# choice of blind



## manitoba hunter (Sep 16, 2007)

curious about what kind of blinds and layout blinds you guys are using?


----------



## blhunter3 (May 5, 2007)

Avery Power Hunter in Killerweed, but I would like to get another Power Hunter in Field Khaki.


----------



## Preds21 (Feb 12, 2008)

I have a Gander Mountain Guide series blind that doubles as a decoy bag, nice for walkin hunts, bad for windy days and wide sholdered people, he blind itself is like a blanket but it is low profile and i would give it an 8 out of 10


----------



## manitoba hunter (Sep 16, 2007)

im considering the fred zink's finisher blind. go or no???


----------



## hunt4P&amp;Y (Sep 23, 2004)

I run Finishers. I really really like them!

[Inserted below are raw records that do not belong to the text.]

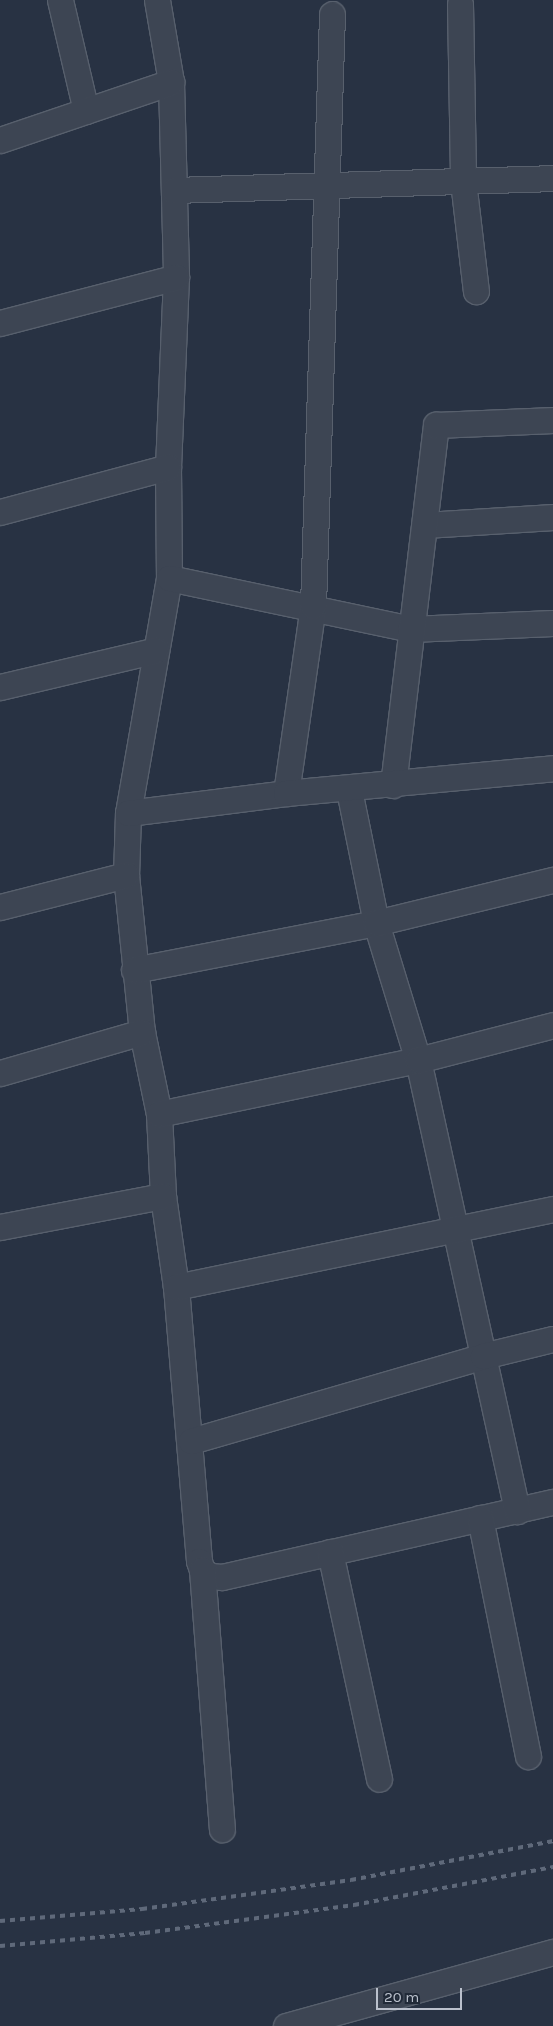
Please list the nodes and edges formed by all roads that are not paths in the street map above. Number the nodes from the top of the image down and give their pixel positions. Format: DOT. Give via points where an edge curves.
graph roads {
  1 [pos="60,0"];
  2 [pos="157,0"];
  3 [pos="460,4"];
  4 [pos="344,5"];
  5 [pos="171,82"];
  6 [pos="86,111"];
  7 [pos="0,140"];
  8 [pos="553,178"];
  9 [pos="463,181"];
  10 [pos="328,187"];
  11 [pos="174,190"];
  12 [pos="176,277"];
  13 [pos="476,291"];
  14 [pos="0,323"];
  15 [pos="553,420"];
  16 [pos="168,467"];
  17 [pos="0,512"];
  18 [pos="553,517"];
  19 [pos="425,525"];
  20 [pos="169,578"];
  21 [pos="314,606"];
  22 [pos="553,623"];
  23 [pos="410,629"];
  24 [pos="156,650"];
  25 [pos="0,687"];
  26 [pos="553,768"];
  27 [pos="392,785"];
  28 [pos="349,790"];
  29 [pos="286,793"];
  30 [pos="128,813"];
  31 [pos="126,875"];
  32 [pos="553,880"];
  33 [pos="0,907"];
  34 [pos="376,923"];
  35 [pos="134,970"];
  36 [pos="553,1025"];
  37 [pos="142,1032"];
  38 [pos="418,1060"];
  39 [pos="0,1073"];
  40 [pos="159,1114"];
  41 [pos="164,1196"];
  42 [pos="553,1209"];
  43 [pos="0,1227"];
  44 [pos="457,1228"];
  45 [pos="176,1287"];
  46 [pos="553,1339"];
  47 [pos="483,1356"];
  48 [pos="191,1441"];
  49 [pos="553,1502"];
  50 [pos="517,1511"];
  51 [pos="480,1518"];
  52 [pos="330,1552"];
  53 [pos="202,1570"];
  54 [pos="528,1756"];
  55 [pos="379,1778"];
  56 [pos="222,1830"];
  57 [pos="553,1952"];
  58 [pos="286,2026"];
  1 -- 6 [label="street"];
  2 -- 5 [label="street"];
  3 -- 9 [label="street"];
  4 -- 10 [label="street"];
  5 -- 6 [label="street"];
  5 -- 11 [label="street"];
  6 -- 7 [label="street"];
  8 -- 9 [label="street"];
  9 -- 10 [label="street"];
  9 -- 13 [label="street"];
  10 -- 11 [label="street"];
  10 -- 21 [label="street"];
  11 -- 12 [label="street"];
  12 -- 14 [label="street"];
  12 -- 16 [label="street"];
  15 -- 19 [label="street" via="436,425"];
  16 -- 17 [label="street"];
  16 -- 20 [label="street"];
  18 -- 19 [label="street"];
  19 -- 23 [label="street"];
  20 -- 21 [label="street"];
  20 -- 24 [label="street"];
  21 -- 23 [label="street"];
  21 -- 29 [label="street"];
  22 -- 23 [label="street"];
  23 -- 27 [label="street"];
  24 -- 25 [label="street"];
  24 -- 30 [label="street"];
  26 -- 27 [label="street"];
  27 -- 28 [label="street"];
  28 -- 29 [label="street"];
  28 -- 34 [label="street"];
  29 -- 30 [label="street"];
  30 -- 31 [label="street"];
  31 -- 33 [label="street"];
  31 -- 35 [label="street"];
  32 -- 34 [label="street"];
  34 -- 35 [label="street"];
  34 -- 38 [label="street"];
  35 -- 37 [label="street"];
  36 -- 38 [label="street"];
  37 -- 39 [label="street"];
  37 -- 40 [label="street"];
  38 -- 40 [label="street"];
  38 -- 44 [label="street"];
  40 -- 41 [label="street"];
  41 -- 43 [label="street"];
  41 -- 45 [label="street"];
  42 -- 44 [label="street"];
  44 -- 45 [label="street"];
  44 -- 47 [label="street"];
  45 -- 48 [label="street"];
  46 -- 47 [label="street"];
  47 -- 48 [label="street"];
  47 -- 50 [label="street"];
  48 -- 53 [label="street"];
  49 -- 50 [label="street"];
  50 -- 51 [label="street"];
  51 -- 52 [label="street"];
  51 -- 54 [label="street"];
  52 -- 53 [label="street" via="222,1577 210,1576"];
  52 -- 55 [label="street"];
  53 -- 56 [label="street"];
  57 -- 58 [label="street"];
}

I think they are a breeze to set up, and fit me well.


----------



## manitoba hunter (Sep 16, 2007)

im a pretty tall guy with wide shoulders wud a blind like that fit me comfortably???


----------



## Goose Guy350 (Nov 29, 2004)

I'm 6'3" and 265lbs and I just got a ground force in today and its going back, I'm too wide across the shoulders and when I try to bring my hand back to grab the pistol grip of the gun I hit a support bar and can't reach it even with the gun all the way forward. I really like a ton of things about the blind but if I'm not comfortable its not worth it to me. I run finisher blinds and like them a lot, I also have 1 powerhunter and 2 migrators and I'm real curious to see the newly designed migrator that will be out this summer.


----------



## manitoba hunter (Sep 16, 2007)

i jus recently heard of the new FA pro-guide XL looks very nice not to mention comfortable for guys like us. a little on the pricey side tho.

http://www.fabrand.com/432715


----------



## justund223 (Aug 28, 2006)

get a finisher, they fit a tall guy great, i am 6 foot 210 and have plenty of room for shells and drinks and food.


----------



## goosebusters (Jan 12, 2006)

If you are really tall I would stay away from Avery, anyone over 6'6" has a tough time in an Avery blind. That is the reason why I use all Final Approach.


----------



## harvester (Jan 23, 2008)

I use a GHG Ground Force blind. Very easy to use and works great!!


----------



## Blue Plate (Jul 31, 2006)

harvester said:


> I use a GHG Ground Force blind. Very easy to use and works great!!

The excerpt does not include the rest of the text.